Expor a sua vida nas redes sociais pode ter vantagens, principalmente se você trabalha com produção artística. Hoje, no país, temos inúmeros jovens que saíram do anonimato para a veiculação de conteúdos digitais e que carregam consigo milhões de seguidores. Outros não tem tantos seguidores assim, o que é natural, mas também compartilhar sua vida nas redes.


Os milhões de seguidores acabam também exigindo muito desses jovens, pois há necessidade de uma produção exagerada de conteúdo, a preocupação em manter o elevado número de pessoas que os acompanham, além de uma série de expectativas que são criadas em torno dessa exposição que é feita. Além disso, é necessário dizer que, muitos desses jovens, também acabam ganhando muito dinheiro e isso acaba reverberando na família.


Para uma jovem que foi moldada para trabalhar com isso, podemos detectar um outro ponto que nem sempre salta aos olhos de quem está ali usufruindo do vídeo para entretenimento ou para informação.

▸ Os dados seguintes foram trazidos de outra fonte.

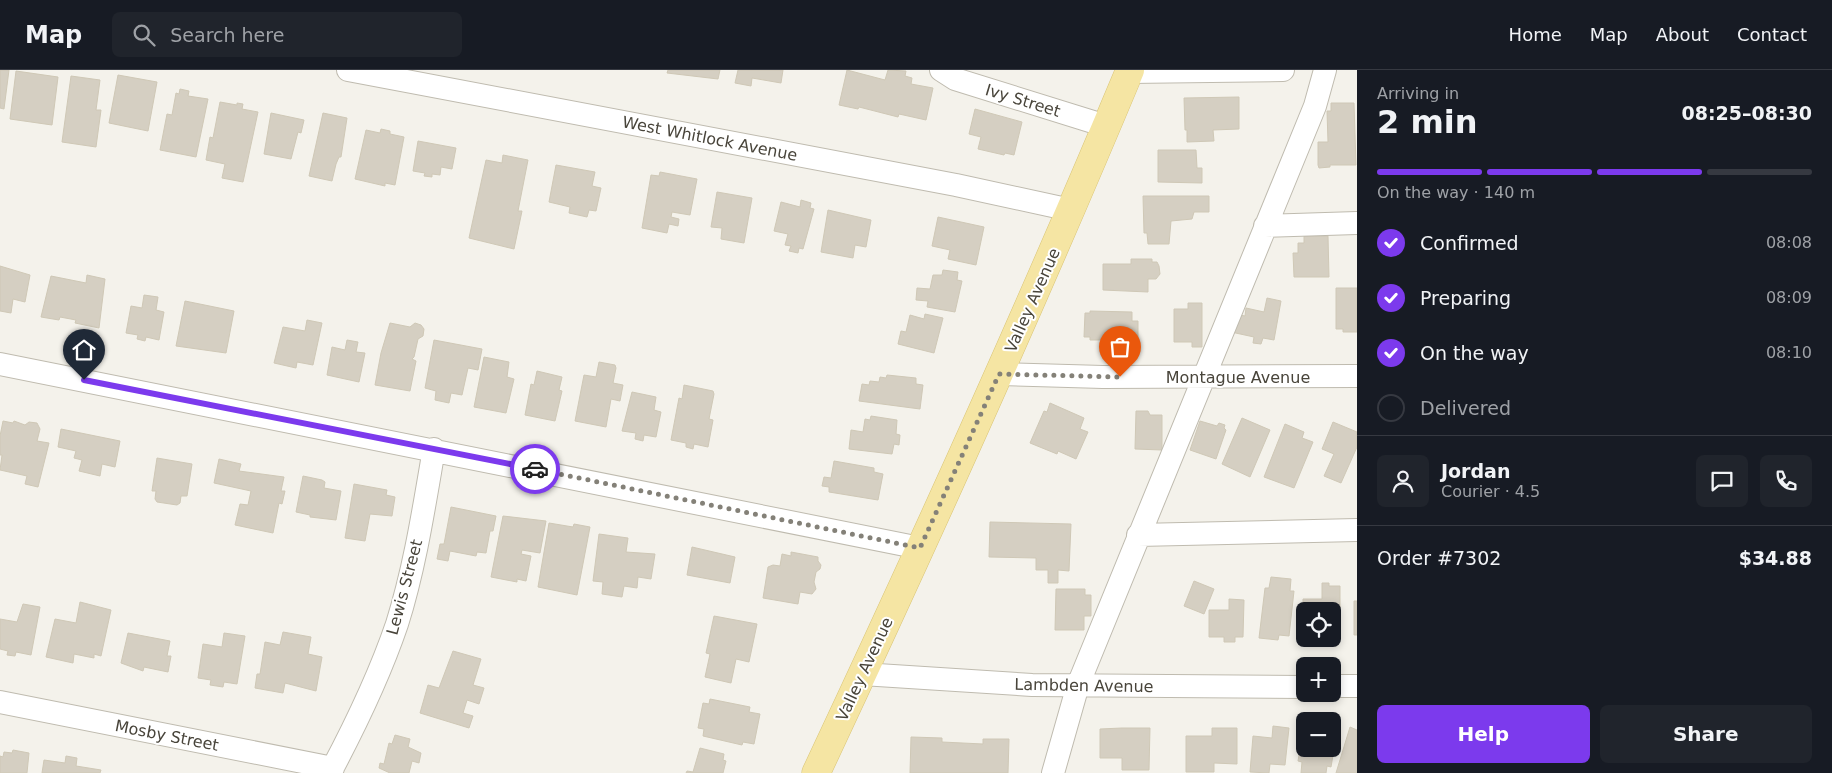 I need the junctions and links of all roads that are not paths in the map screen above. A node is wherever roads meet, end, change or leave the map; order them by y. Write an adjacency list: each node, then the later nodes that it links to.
1 (348, 70): 7 (street, West Whitlock Avenue)
2 (941, 70): 6 (street, Ivy Street)
3 (1283, 70): 5 (street)
4 (1325, 70): 9 (street)
5 (1129, 71): 6 (main road, Valley Avenue)
6 (1106, 126): 7 (main road, Valley Avenue)
7 (1072, 210): 11 (main road, Valley Avenue)
8 (1357, 223): 9 (street)
9 (1265, 226): 13 (street)
10 (0, 364): 14 (street)
11 (999, 374): 13 (street, Montague Avenue); 17 (main road, Valley Avenue)
12 (1357, 376): 13 (street, Montague Avenue)
13 (1204, 377): 16 (street)
14 (434, 449): 17 (street); 24 (street, Lewis Street)
15 (1357, 530): 16 (street)
16 (1138, 535): 19 (street)
17 (920, 548): 18 (main road, Valley Avenue)
18 (862, 674): 19 (street, Lambden Avenue); 25 (main road, Valley Avenue)
19 (1078, 685): 22 (street, Lambden Avenue); 26 (street)
20 (1341, 686): 21 (street)
21 (1357, 686)
22 (1296, 687)
23 (0, 702): 24 (street, Mosby Street)
24 (332, 770)
25 (816, 773)
26 (1053, 773)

A imagem que as pessoas tentam passar nas redes sociais as levam, ainda que involuntariamente, para uma reprodução fictícia do mundo em que tudo ganha um ar de glamourização e de perfeição. É comum postagens sobre momentos felizes, com fotos cheias de filtros, vídeos de momentos descontraídos e de festejos, brincadeiras que parecem tornar a vida uma ode a alegria constante. Tudo isso pode dar a impressão para quem usufrui desses perfis de que não há tristeza na vida ou que o mundo beira a perfeição.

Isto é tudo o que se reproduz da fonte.